--- START ---

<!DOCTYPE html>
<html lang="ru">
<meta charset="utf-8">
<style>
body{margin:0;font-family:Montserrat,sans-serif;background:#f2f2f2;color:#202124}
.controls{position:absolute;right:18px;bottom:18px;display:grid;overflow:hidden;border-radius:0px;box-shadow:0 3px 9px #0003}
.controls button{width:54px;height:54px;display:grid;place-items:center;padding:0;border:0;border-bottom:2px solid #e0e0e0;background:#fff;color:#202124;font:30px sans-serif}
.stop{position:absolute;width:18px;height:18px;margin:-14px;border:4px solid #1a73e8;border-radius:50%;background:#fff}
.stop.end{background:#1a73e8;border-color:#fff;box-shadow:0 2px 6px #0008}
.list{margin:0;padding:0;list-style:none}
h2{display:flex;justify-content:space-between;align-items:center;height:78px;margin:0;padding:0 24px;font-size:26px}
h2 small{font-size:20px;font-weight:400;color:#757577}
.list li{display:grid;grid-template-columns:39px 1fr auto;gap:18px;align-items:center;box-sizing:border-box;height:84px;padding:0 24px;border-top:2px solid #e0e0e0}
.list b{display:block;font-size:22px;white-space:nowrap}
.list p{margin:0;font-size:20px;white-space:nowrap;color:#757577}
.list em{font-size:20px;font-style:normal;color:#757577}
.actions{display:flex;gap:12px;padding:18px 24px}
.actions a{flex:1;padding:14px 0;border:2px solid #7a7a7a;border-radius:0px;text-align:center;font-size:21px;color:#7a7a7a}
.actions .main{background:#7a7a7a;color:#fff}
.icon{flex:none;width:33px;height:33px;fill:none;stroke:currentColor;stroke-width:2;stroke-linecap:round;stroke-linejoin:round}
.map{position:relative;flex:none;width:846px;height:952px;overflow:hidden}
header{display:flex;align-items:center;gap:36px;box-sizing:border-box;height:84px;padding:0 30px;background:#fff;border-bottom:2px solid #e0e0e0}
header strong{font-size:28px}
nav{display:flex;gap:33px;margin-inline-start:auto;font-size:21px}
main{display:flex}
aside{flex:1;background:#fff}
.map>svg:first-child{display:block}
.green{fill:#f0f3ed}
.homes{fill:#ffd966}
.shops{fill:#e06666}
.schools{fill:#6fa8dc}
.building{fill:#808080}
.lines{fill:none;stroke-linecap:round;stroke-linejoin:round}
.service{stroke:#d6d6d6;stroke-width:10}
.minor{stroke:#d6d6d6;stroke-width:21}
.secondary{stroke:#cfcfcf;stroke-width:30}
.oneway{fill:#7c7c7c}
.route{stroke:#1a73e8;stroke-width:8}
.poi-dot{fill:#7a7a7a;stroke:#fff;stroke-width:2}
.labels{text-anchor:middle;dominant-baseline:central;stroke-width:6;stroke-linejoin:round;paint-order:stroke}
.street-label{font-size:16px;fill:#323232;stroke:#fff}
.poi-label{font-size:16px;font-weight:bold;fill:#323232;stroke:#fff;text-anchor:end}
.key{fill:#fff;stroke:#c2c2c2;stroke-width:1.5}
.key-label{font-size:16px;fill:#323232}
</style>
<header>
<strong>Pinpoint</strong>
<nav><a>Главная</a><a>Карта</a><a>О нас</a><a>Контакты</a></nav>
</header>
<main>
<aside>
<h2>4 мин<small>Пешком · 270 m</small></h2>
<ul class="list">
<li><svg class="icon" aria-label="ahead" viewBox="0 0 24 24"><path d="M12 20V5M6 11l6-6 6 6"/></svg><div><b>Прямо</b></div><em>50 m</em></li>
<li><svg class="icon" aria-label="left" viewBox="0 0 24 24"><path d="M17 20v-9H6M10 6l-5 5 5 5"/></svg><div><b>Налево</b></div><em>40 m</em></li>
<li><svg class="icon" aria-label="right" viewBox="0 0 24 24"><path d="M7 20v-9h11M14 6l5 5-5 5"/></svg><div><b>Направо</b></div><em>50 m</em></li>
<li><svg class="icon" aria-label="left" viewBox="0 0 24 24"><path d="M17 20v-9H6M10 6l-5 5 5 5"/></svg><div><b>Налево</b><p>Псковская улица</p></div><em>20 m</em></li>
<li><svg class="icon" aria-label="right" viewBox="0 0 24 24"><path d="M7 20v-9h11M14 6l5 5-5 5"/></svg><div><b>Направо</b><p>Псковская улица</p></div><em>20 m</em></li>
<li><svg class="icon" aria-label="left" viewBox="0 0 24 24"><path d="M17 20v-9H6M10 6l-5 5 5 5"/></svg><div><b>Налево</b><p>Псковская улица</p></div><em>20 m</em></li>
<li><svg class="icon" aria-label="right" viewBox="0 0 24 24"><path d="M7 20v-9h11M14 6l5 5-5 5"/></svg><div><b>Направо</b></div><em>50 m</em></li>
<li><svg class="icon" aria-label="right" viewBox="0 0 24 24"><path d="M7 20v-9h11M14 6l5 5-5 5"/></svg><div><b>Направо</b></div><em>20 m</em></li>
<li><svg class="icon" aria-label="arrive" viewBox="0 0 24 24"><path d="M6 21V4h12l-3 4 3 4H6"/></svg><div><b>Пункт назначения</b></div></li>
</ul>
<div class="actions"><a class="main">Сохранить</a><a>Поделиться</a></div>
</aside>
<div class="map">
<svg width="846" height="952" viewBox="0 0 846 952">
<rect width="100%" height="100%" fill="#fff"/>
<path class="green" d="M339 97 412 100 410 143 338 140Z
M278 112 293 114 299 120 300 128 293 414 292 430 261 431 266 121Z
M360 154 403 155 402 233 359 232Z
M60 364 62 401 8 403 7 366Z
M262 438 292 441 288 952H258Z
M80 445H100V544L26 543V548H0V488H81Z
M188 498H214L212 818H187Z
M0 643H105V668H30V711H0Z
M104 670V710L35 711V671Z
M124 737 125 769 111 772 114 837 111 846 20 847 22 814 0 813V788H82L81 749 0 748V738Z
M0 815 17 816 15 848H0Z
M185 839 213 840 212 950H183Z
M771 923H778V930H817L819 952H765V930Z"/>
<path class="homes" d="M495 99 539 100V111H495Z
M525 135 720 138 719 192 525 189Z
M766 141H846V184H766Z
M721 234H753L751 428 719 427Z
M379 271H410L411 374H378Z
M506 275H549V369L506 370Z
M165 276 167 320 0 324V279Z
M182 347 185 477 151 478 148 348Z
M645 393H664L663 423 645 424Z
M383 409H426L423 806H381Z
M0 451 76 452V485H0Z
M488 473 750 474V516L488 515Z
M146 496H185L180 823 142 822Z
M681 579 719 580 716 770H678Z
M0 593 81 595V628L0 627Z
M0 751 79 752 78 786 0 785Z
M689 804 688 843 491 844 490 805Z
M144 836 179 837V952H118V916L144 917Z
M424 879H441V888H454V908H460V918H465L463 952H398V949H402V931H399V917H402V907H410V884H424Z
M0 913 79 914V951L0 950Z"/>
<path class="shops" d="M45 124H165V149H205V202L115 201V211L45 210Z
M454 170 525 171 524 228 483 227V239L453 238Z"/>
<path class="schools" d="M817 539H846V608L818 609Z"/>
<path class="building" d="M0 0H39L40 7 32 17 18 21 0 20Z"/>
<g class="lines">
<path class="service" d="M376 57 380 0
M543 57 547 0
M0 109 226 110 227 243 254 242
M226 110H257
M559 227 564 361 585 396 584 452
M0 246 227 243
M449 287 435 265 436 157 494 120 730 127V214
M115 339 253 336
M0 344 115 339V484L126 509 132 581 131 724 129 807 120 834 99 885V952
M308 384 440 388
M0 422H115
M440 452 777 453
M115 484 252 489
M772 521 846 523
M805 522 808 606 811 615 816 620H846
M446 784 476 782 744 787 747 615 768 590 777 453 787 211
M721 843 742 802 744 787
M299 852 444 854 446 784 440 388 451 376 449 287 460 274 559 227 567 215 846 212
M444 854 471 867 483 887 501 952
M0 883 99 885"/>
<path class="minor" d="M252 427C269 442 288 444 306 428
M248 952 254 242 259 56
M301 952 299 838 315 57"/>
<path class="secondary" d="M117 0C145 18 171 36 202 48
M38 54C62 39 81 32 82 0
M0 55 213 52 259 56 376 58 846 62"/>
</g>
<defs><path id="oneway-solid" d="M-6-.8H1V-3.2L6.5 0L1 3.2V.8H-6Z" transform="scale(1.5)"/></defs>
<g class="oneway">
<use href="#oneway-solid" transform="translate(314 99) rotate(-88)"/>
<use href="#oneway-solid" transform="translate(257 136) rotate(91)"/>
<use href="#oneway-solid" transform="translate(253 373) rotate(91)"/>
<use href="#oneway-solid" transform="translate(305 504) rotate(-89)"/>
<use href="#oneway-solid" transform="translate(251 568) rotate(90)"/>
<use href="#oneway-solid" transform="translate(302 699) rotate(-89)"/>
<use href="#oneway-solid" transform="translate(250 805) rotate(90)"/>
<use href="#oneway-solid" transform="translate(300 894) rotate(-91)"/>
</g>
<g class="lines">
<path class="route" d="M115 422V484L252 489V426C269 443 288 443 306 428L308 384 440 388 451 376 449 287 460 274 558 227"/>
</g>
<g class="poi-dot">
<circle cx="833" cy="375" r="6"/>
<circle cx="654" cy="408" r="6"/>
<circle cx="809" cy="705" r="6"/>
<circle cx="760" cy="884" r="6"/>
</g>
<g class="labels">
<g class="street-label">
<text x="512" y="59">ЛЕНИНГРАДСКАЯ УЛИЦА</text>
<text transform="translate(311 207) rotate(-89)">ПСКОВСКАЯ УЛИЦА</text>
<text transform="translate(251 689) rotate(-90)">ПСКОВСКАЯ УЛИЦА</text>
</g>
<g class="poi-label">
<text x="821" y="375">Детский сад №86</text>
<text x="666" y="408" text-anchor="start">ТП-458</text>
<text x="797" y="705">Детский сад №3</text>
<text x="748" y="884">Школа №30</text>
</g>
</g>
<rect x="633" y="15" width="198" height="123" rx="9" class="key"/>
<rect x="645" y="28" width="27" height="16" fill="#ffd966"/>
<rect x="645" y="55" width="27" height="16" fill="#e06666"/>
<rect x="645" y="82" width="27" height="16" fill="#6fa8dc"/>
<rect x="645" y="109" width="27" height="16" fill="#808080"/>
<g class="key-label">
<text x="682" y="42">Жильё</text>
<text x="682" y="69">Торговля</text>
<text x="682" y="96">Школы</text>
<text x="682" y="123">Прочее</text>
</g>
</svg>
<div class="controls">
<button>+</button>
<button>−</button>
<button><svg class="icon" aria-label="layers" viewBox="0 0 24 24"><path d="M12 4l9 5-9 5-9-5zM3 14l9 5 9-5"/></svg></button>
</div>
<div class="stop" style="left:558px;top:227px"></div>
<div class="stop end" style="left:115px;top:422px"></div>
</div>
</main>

--- END ---

**To do**
Using the entries above, restate word for word every line from the one that contains "<button>−</button>" through the last.

**Completed exercise**
<button>−</button>
<button><svg class="icon" aria-label="layers" viewBox="0 0 24 24"><path d="M12 4l9 5-9 5-9-5zM3 14l9 5 9-5"/></svg></button>
</div>
<div class="stop" style="left:558px;top:227px"></div>
<div class="stop end" style="left:115px;top:422px"></div>
</div>
</main>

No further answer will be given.